### Work item
Leaving nothing out, print each line of the material exactly.

### Supplied material

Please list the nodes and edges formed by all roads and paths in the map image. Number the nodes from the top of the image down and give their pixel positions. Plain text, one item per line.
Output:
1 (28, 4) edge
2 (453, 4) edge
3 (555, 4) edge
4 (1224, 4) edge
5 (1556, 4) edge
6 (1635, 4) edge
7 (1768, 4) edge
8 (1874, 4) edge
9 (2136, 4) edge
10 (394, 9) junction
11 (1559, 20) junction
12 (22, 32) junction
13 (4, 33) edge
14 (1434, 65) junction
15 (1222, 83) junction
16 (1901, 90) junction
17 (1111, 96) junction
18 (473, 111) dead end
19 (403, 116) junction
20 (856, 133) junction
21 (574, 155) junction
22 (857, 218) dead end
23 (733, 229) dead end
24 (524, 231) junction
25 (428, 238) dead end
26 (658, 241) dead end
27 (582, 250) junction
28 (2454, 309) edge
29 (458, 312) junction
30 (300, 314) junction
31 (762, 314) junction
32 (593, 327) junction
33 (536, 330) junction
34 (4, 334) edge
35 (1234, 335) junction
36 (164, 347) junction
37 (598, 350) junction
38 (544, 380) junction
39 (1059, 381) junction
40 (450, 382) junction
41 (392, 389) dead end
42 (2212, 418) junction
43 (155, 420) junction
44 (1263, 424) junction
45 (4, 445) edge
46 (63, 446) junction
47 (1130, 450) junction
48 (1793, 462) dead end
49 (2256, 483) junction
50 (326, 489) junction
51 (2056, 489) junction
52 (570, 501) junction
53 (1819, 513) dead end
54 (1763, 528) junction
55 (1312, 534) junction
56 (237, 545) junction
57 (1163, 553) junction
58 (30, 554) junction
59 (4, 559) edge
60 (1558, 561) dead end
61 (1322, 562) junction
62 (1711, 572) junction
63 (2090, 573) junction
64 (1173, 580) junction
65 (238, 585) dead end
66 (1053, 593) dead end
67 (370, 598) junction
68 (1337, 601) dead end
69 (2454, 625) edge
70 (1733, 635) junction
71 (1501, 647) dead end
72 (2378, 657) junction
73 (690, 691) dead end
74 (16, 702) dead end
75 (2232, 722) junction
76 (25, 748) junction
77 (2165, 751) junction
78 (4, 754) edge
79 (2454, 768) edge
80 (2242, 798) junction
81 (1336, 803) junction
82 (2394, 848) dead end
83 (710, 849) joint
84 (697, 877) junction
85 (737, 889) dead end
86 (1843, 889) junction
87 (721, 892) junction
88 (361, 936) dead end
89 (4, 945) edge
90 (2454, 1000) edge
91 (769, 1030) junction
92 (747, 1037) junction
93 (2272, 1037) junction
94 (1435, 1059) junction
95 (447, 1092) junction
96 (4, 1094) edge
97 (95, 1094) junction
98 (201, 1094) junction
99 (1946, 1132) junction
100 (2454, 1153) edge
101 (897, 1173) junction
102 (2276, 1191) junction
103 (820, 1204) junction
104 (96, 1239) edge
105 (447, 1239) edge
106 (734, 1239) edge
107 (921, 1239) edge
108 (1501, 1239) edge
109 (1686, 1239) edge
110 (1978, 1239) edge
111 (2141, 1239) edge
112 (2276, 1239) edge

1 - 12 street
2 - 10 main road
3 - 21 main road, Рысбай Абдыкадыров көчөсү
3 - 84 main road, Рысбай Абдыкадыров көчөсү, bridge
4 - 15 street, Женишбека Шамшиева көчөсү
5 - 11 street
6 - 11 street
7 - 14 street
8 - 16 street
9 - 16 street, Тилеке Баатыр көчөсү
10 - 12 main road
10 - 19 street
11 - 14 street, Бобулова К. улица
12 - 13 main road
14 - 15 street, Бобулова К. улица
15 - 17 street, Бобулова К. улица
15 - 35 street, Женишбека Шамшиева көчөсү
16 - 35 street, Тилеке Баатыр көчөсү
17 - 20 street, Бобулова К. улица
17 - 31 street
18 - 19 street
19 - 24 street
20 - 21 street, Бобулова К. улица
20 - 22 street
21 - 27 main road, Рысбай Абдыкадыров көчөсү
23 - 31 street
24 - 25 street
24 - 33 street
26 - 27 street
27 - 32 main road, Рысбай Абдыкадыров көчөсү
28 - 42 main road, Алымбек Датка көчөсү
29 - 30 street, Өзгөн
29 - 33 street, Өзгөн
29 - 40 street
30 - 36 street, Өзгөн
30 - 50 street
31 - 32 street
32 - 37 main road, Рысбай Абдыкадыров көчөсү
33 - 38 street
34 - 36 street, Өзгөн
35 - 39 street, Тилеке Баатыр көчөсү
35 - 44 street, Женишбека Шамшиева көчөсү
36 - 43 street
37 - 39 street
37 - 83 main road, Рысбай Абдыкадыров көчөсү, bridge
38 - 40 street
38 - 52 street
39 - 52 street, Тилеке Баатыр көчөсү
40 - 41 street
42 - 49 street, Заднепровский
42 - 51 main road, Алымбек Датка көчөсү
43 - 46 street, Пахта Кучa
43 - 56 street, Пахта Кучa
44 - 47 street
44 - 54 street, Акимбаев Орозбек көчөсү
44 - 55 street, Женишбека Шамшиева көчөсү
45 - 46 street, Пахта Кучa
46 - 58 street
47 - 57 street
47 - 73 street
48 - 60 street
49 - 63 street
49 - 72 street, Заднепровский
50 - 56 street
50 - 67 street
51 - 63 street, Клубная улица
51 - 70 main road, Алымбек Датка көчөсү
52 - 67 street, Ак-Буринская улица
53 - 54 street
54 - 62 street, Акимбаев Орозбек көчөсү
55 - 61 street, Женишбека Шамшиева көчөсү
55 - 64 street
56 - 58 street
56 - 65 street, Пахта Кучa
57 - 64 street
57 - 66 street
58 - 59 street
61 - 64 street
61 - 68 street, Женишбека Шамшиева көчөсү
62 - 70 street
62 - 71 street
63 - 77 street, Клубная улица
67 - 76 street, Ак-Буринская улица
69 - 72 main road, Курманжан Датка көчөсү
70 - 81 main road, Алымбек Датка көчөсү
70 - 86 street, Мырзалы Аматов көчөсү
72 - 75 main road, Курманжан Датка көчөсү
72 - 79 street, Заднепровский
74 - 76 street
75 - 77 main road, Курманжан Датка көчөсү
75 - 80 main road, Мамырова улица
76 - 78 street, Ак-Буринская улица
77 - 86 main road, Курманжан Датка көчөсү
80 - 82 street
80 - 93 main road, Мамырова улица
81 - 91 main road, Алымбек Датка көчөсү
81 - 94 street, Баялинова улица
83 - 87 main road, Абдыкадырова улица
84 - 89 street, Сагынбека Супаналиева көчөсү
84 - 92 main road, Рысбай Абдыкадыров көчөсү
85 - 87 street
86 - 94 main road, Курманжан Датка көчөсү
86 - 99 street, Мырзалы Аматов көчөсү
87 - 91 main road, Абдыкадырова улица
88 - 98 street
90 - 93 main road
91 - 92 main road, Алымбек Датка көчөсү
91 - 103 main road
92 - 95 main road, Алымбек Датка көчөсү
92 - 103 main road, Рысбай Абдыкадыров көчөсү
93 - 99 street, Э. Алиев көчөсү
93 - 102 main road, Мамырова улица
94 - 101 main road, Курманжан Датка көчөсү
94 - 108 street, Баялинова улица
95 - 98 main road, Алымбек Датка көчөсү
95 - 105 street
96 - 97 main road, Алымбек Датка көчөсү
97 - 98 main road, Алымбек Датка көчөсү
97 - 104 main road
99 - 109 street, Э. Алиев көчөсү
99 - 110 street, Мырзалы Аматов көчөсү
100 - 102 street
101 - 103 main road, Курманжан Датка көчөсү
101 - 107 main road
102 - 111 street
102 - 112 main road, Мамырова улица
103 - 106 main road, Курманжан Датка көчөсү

### Answer to this problem
Please list the nodes and edges formed by all roads and paths in the map image. Number the nodes from the top of the image down and give their pixel positions. Plain text, one item per line.
Output:
1 (28, 4) edge
2 (453, 4) edge
3 (555, 4) edge
4 (1224, 4) edge
5 (1556, 4) edge
6 (1635, 4) edge
7 (1768, 4) edge
8 (1874, 4) edge
9 (2136, 4) edge
10 (394, 9) junction
11 (1559, 20) junction
12 (22, 32) junction
13 (4, 33) edge
14 (1434, 65) junction
15 (1222, 83) junction
16 (1901, 90) junction
17 (1111, 96) junction
18 (473, 111) dead end
19 (403, 116) junction
20 (856, 133) junction
21 (574, 155) junction
22 (857, 218) dead end
23 (733, 229) dead end
24 (524, 231) junction
25 (428, 238) dead end
26 (658, 241) dead end
27 (582, 250) junction
28 (2454, 309) edge
29 (458, 312) junction
30 (300, 314) junction
31 (762, 314) junction
32 (593, 327) junction
33 (536, 330) junction
34 (4, 334) edge
35 (1234, 335) junction
36 (164, 347) junction
37 (598, 350) junction
38 (544, 380) junction
39 (1059, 381) junction
40 (450, 382) junction
41 (392, 389) dead end
42 (2212, 418) junction
43 (155, 420) junction
44 (1263, 424) junction
45 (4, 445) edge
46 (63, 446) junction
47 (1130, 450) junction
48 (1793, 462) dead end
49 (2256, 483) junction
50 (326, 489) junction
51 (2056, 489) junction
52 (570, 501) junction
53 (1819, 513) dead end
54 (1763, 528) junction
55 (1312, 534) junction
56 (237, 545) junction
57 (1163, 553) junction
58 (30, 554) junction
59 (4, 559) edge
60 (1558, 561) dead end
61 (1322, 562) junction
62 (1711, 572) junction
63 (2090, 573) junction
64 (1173, 580) junction
65 (238, 585) dead end
66 (1053, 593) dead end
67 (370, 598) junction
68 (1337, 601) dead end
69 (2454, 625) edge
70 (1733, 635) junction
71 (1501, 647) dead end
72 (2378, 657) junction
73 (690, 691) dead end
74 (16, 702) dead end
75 (2232, 722) junction
76 (25, 748) junction
77 (2165, 751) junction
78 (4, 754) edge
79 (2454, 768) edge
80 (2242, 798) junction
81 (1336, 803) junction
82 (2394, 848) dead end
83 (710, 849) joint
84 (697, 877) junction
85 (737, 889) dead end
86 (1843, 889) junction
87 (721, 892) junction
88 (361, 936) dead end
89 (4, 945) edge
90 (2454, 1000) edge
91 (769, 1030) junction
92 (747, 1037) junction
93 (2272, 1037) junction
94 (1435, 1059) junction
95 (447, 1092) junction
96 (4, 1094) edge
97 (95, 1094) junction
98 (201, 1094) junction
99 (1946, 1132) junction
100 (2454, 1153) edge
101 (897, 1173) junction
102 (2276, 1191) junction
103 (820, 1204) junction
104 (96, 1239) edge
105 (447, 1239) edge
106 (734, 1239) edge
107 (921, 1239) edge
108 (1501, 1239) edge
109 (1686, 1239) edge
110 (1978, 1239) edge
111 (2141, 1239) edge
112 (2276, 1239) edge

1 - 12 street
2 - 10 main road
3 - 21 main road, Рысбай Абдыкадыров көчөсү
3 - 84 main road, Рысбай Абдыкадыров көчөсү, bridge
4 - 15 street, Женишбека Шамшиева көчөсү
5 - 11 street
6 - 11 street
7 - 14 street
8 - 16 street
9 - 16 street, Тилеке Баатыр көчөсү
10 - 12 main road
10 - 19 street
11 - 14 street, Бобулова К. улица
12 - 13 main road
14 - 15 street, Бобулова К. улица
15 - 17 street, Бобулова К. улица
15 - 35 street, Женишбека Шамшиева көчөсү
16 - 35 street, Тилеке Баатыр көчөсү
17 - 20 street, Бобулова К. улица
17 - 31 street
18 - 19 street
19 - 24 street
20 - 21 street, Бобулова К. улица
20 - 22 street
21 - 27 main road, Рысбай Абдыкадыров көчөсү
23 - 31 street
24 - 25 street
24 - 33 street
26 - 27 street
27 - 32 main road, Рысбай Абдыкадыров көчөсү
28 - 42 main road, Алымбек Датка көчөсү
29 - 30 street, Өзгөн
29 - 33 street, Өзгөн
29 - 40 street
30 - 36 street, Өзгөн
30 - 50 street
31 - 32 street
32 - 37 main road, Рысбай Абдыкадыров көчөсү
33 - 38 street
34 - 36 street, Өзгөн
35 - 39 street, Тилеке Баатыр көчөсү
35 - 44 street, Женишбека Шамшиева көчөсү
36 - 43 street
37 - 39 street
37 - 83 main road, Рысбай Абдыкадыров көчөсү, bridge
38 - 40 street
38 - 52 street
39 - 52 street, Тилеке Баатыр көчөсү
40 - 41 street
42 - 49 street, Заднепровский
42 - 51 main road, Алымбек Датка көчөсү
43 - 46 street, Пахта Кучa
43 - 56 street, Пахта Кучa
44 - 47 street
44 - 54 street, Акимбаев Орозбек көчөсү
44 - 55 street, Женишбека Шамшиева көчөсү
45 - 46 street, Пахта Кучa
46 - 58 street
47 - 57 street
47 - 73 street
48 - 60 street
49 - 63 street
49 - 72 street, Заднепровский
50 - 56 street
50 - 67 street
51 - 63 street, Клубная улица
51 - 70 main road, Алымбек Датка көчөсү
52 - 67 street, Ак-Буринская улица
53 - 54 street
54 - 62 street, Акимбаев Орозбек көчөсү
55 - 61 street, Женишбека Шамшиева көчөсү
55 - 64 street
56 - 58 street
56 - 65 street, Пахта Кучa
57 - 64 street
57 - 66 street
58 - 59 street
61 - 64 street
61 - 68 street, Женишбека Шамшиева көчөсү
62 - 70 street
62 - 71 street
63 - 77 street, Клубная улица
67 - 76 street, Ак-Буринская улица
69 - 72 main road, Курманжан Датка көчөсү
70 - 81 main road, Алымбек Датка көчөсү
70 - 86 street, Мырзалы Аматов көчөсү
72 - 75 main road, Курманжан Датка көчөсү
72 - 79 street, Заднепровский
74 - 76 street
75 - 77 main road, Курманжан Датка көчөсү
75 - 80 main road, Мамырова улица
76 - 78 street, Ак-Буринская улица
77 - 86 main road, Курманжан Датка көчөсү
80 - 82 street
80 - 93 main road, Мамырова улица
81 - 91 main road, Алымбек Датка көчөсү
81 - 94 street, Баялинова улица
83 - 87 main road, Абдыкадырова улица
84 - 89 street, Сагынбека Супаналиева көчөсү
84 - 92 main road, Рысбай Абдыкадыров көчөсү
85 - 87 street
86 - 94 main road, Курманжан Датка көчөсү
86 - 99 street, Мырзалы Аматов көчөсү
87 - 91 main road, Абдыкадырова улица
88 - 98 street
90 - 93 main road
91 - 92 main road, Алымбек Датка көчөсү
91 - 103 main road
92 - 95 main road, Алымбек Датка көчөсү
92 - 103 main road, Рысбай Абдыкадыров көчөсү
93 - 99 street, Э. Алиев көчөсү
93 - 102 main road, Мамырова улица
94 - 101 main road, Курманжан Датка көчөсү
94 - 108 street, Баялинова улица
95 - 98 main road, Алымбек Датка көчөсү
95 - 105 street
96 - 97 main road, Алымбек Датка көчөсү
97 - 98 main road, Алымбек Датка көчөсү
97 - 104 main road
99 - 109 street, Э. Алиев көчөсү
99 - 110 street, Мырзалы Аматов көчөсү
100 - 102 street
101 - 103 main road, Курманжан Датка көчөсү
101 - 107 main road
102 - 111 street
102 - 112 main road, Мамырова улица
103 - 106 main road, Курманжан Датка көчөсү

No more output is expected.